State ex rel. Stewart v. Russo (Slip Opinion)
49 N.E.3d 1272
Ohio2016Background
- In 1997 Larry Stewart was convicted of aggravated murder and related offenses; after a mitigation hearing the jury recommended life imprisonment with parole eligibility after 30 years, and the trial court imposed that sentence.
- Stewart later sought a written sentencing opinion under R.C. 2929.03(F) explaining which mitigating factors existed, which aggravating circumstances were found, and why aggravators did not outweigh mitigators.
- The trial court (Judge Russo) denied the motion, stating no separate opinion was required when the jury recommends a life sentence; Stewart did not appeal that ruling.
- Stewart filed a mandamus petition in the court of appeals seeking an order compelling Judge Russo to file the R.C. 2929.03(F) opinion and a final, appealable judgment; the court granted summary judgment for the judge and dismissed the petition.
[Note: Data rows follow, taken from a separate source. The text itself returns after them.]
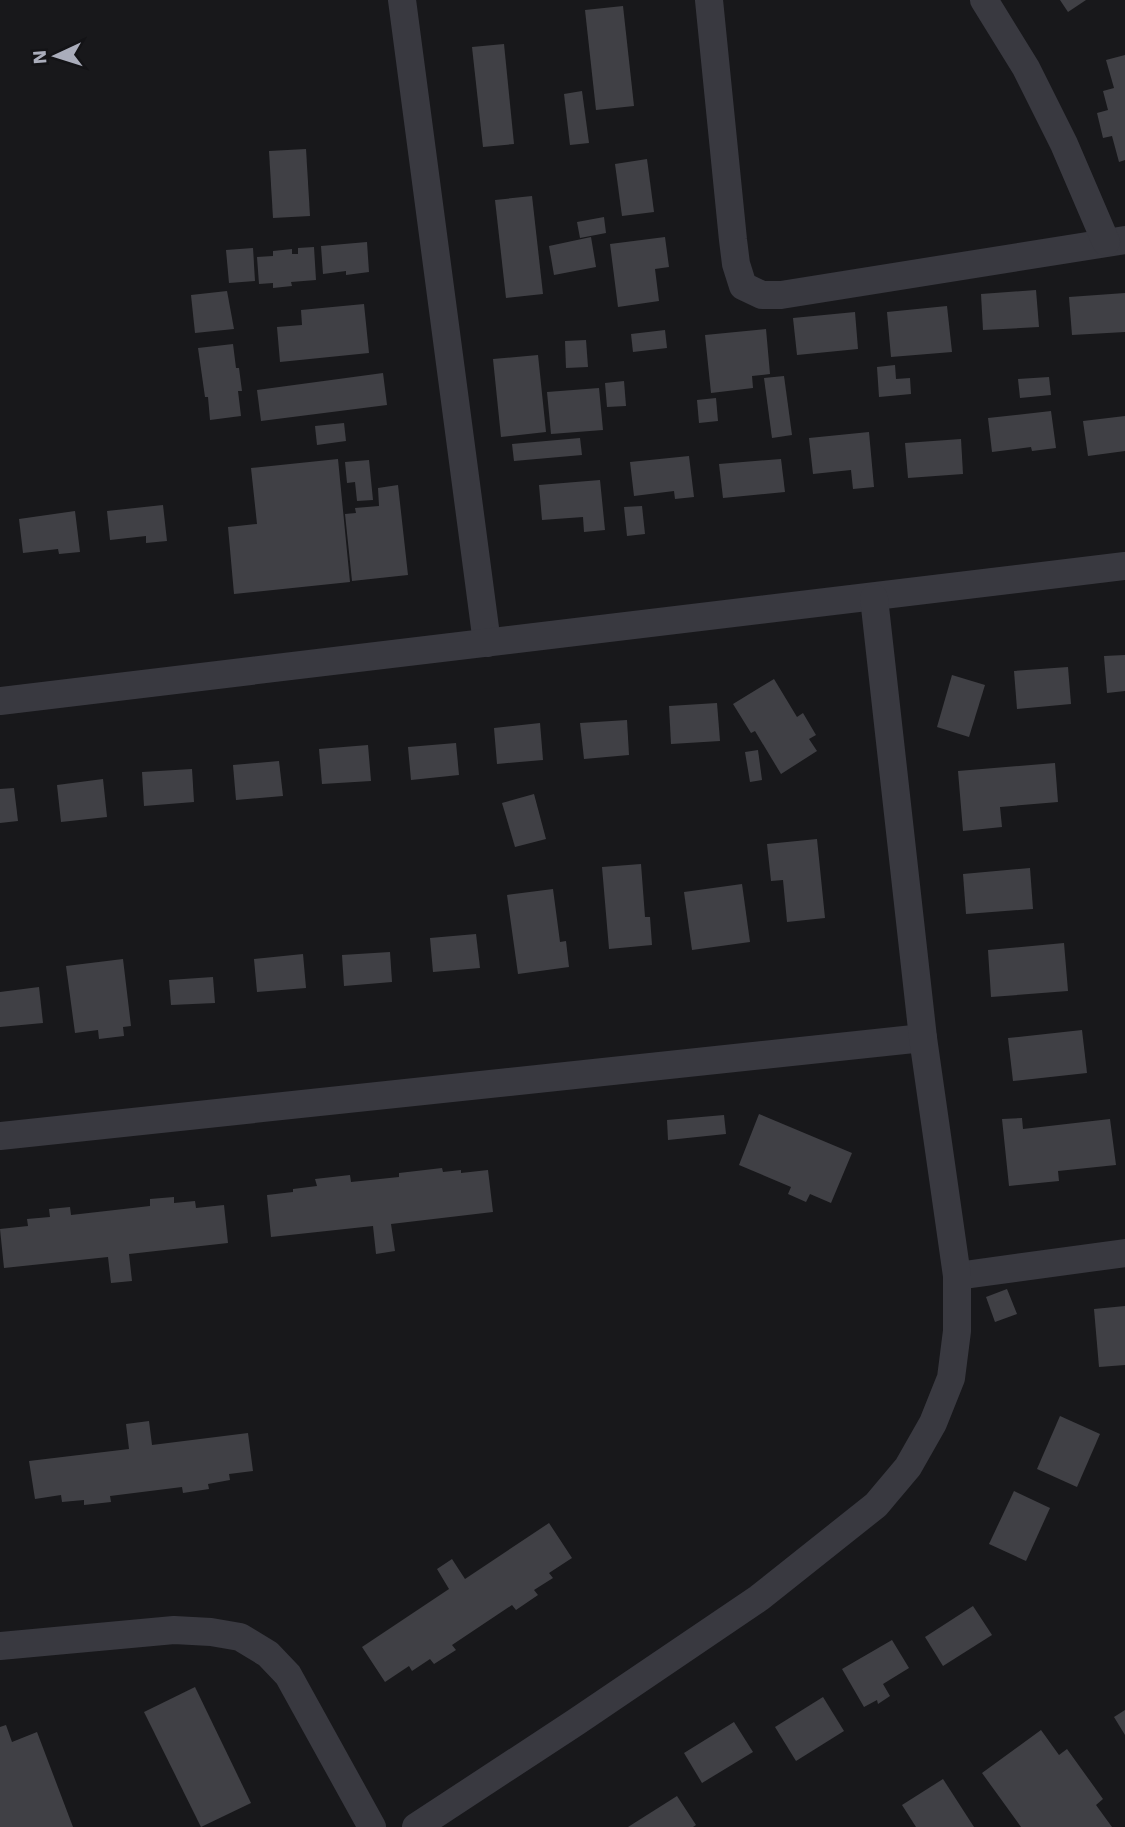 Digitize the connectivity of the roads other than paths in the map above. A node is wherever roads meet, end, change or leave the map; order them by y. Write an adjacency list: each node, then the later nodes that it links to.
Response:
1 (401, 0): 7 (street)
2 (709, 0): 4 (street)
3 (984, 0): 4 (street)
4 (1116, 241)
5 (1125, 566): 6 (street)
6 (874, 598): 7 (street); 9 (street)
7 (487, 643): 8 (street)
8 (0, 701)
9 (923, 1038): 10 (street); 12 (street)
10 (0, 1136)
11 (1125, 1253): 12 (street)
12 (957, 1276): 15 (street)
13 (0, 1646): 14 (street)
14 (372, 1827)
15 (416, 1827) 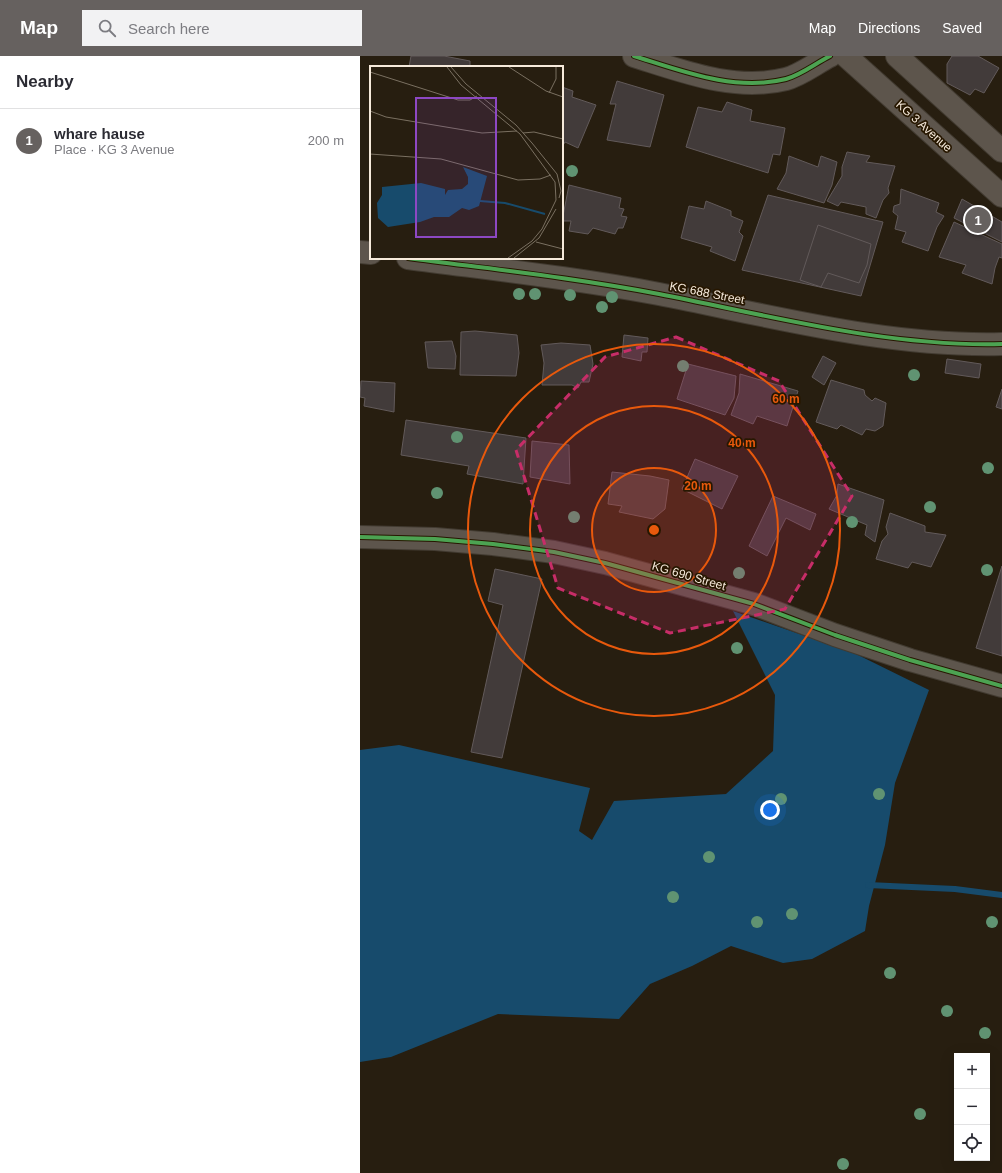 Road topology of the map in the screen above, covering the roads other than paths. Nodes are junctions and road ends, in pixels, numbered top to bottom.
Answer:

- The Ohio Supreme Court reviewed whether R.C. 2929.03(F) requires a separate sentencing opinion when a jury (in a bifurcated capital trial) recommends life imprisonment rather than death.
Issues
| Issue | Plaintiff's Argument (Stewart) | Defendant's Argument (Russo) | Held |
|---|---|---|---|
| Whether R.C. 2929.03(F) requires a separate sentencing opinion when jury recommends life | R.C. 2929.03(F) mandates a separate written opinion regardless of death or life outcome before a final, appealable order | R.C. 2929.03(D)(2) requires the court to impose the jury’s life recommendation, so (F) does not apply when jury recommends life | Court held (D)(2) is controlling; (F) applies only when judge imposes life over a jury death recommendation, so no separate opinion required |
| Whether petitioner has clear legal right and judge has clear duty to issue opinion (mandamus standard) | Stewart contended he had a clear right to the (F) opinion and no adequate remedy at law | Judge Russo argued no legal duty exists to produce the opinion where jury recommended life | Court held Stewart lacked both a clear right and defendant had no clear duty; mandamus denied |
Key Cases Cited
- State v. Palmer, 112 Ohio St.3d 457, 860 N.E.2d 1011 (2007) (the word "shall" in a statute is ordinarily mandatory)
- Hubell v. Xenia, 115 Ohio St.3d 77, 873 N.E.2d 878 (2007) (determine legislative intent from plain statutory language)
- State v. Moaning, 76 Ohio St.3d 126, 666 N.E.2d 1115 (1996) (statutes construed together and the Revised Code read as interrelated)
- State v. Post, 32 Ohio St.3d 380, 513 N.E.2d 754 (1987) (discusses sentencing-opinion requirements in capital cases where judge, not jury, determines sentence)
- State v. Filiaggi, 86 Ohio St.3d 230, 714 N.E.2d 867 (1999) (insistence on strict compliance with capital-case statutory procedure)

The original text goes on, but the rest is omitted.